A researcher at the National Institute of Standards and Technology (NIST) has invented a method of making high-temperature superconducting (HTS) cables that are thinner and more flexible than demonstration HTS cables now installed in the electric power grid while carrying the same or more current. The new thin superconducting cables are light enough to be used as overhead wire instead of being buried underground. The thin superconducting wire can also be used to make magnets stronger than 25 tesla.
Today’s superconducting magnets contain niobium-titanium wires wound into coils that can provide at most 25 Tesla magnetic fields. Magnets made using the new high-temperature superconducting cables could give higher fields while potentially requiring less power for cooling. Such compact, high-field magnets could be used for proton cancer treatment and high-energy physics
Researchers at CERN (the European Organization for Nuclear Research) in Switzerland are also interested in using the thin cables to feed the several thousands of amperes of current to the magnets used at the Large Hadron Collider.

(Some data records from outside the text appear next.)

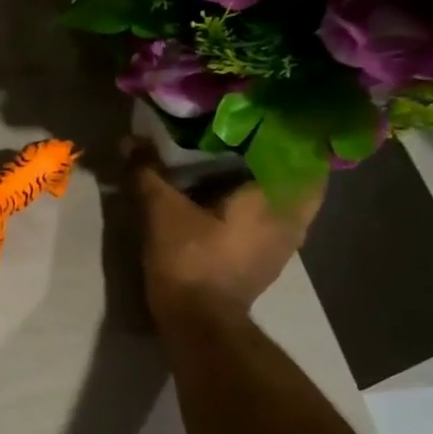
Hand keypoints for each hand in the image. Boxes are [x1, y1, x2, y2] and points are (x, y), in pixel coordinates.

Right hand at [123, 138, 321, 322]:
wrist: (199, 322)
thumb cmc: (190, 259)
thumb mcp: (161, 210)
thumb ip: (148, 172)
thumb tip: (130, 140)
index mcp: (275, 196)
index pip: (303, 152)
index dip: (290, 129)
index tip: (269, 111)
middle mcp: (291, 217)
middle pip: (301, 175)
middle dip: (282, 153)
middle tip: (252, 132)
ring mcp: (286, 243)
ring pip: (290, 200)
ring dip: (273, 181)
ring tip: (242, 160)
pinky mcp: (270, 260)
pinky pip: (276, 218)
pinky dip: (262, 203)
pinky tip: (234, 196)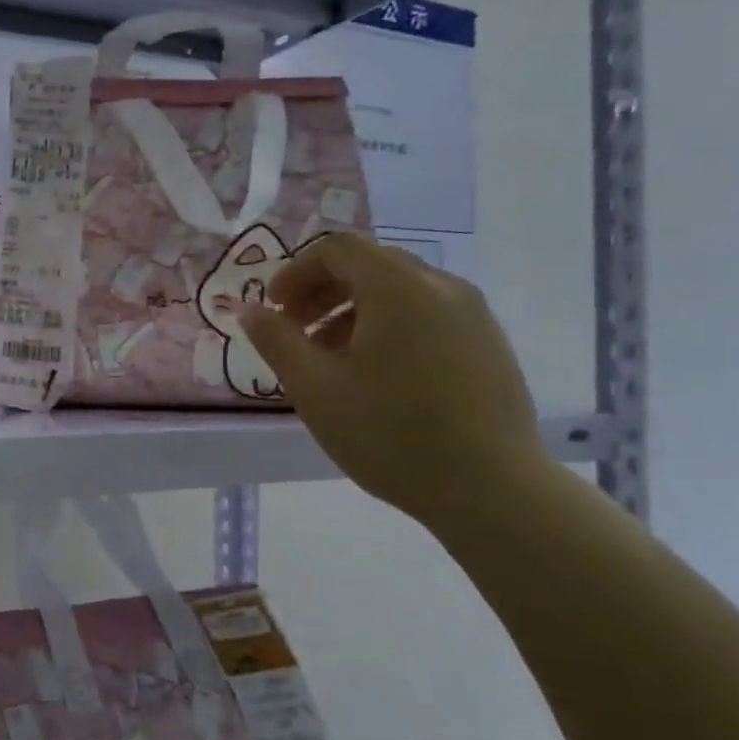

The low weight and flexibility are especially appealing to the military as a replacement for the bulky copper cables that carry large amounts of power from generators to weapons and devices on board aircraft and ships. “If you look at replacing standard copper cables on a Navy ship, you have to be able to pull the cable through existing conduits with many sharp bends,” van der Laan says. He is now making a demonstration cable for the U.S. military.
Superconducting cables have recently been used in small power grid demonstrations. A bismuth-based cable was installed at a utility substation in Columbus, Ohio, in 2006, for instance. It has a diameter of seven centimeters and can carry 3,000 amperes.
In comparison, van der Laan has made a cable 7.5 millimeters wide that can carry 2,800 amperes. Another is 6.5 millimeters in diameter and can carry 1,200 amperes. The cables can be bent around a cable with a diameter of less than a quarter of a meter.
Van der Laan starts with a core made of multiple copper strands sheathed in nylon insulation. Then he winds gadolinium barium cuprate superconducting tapes in alternating directions around the core.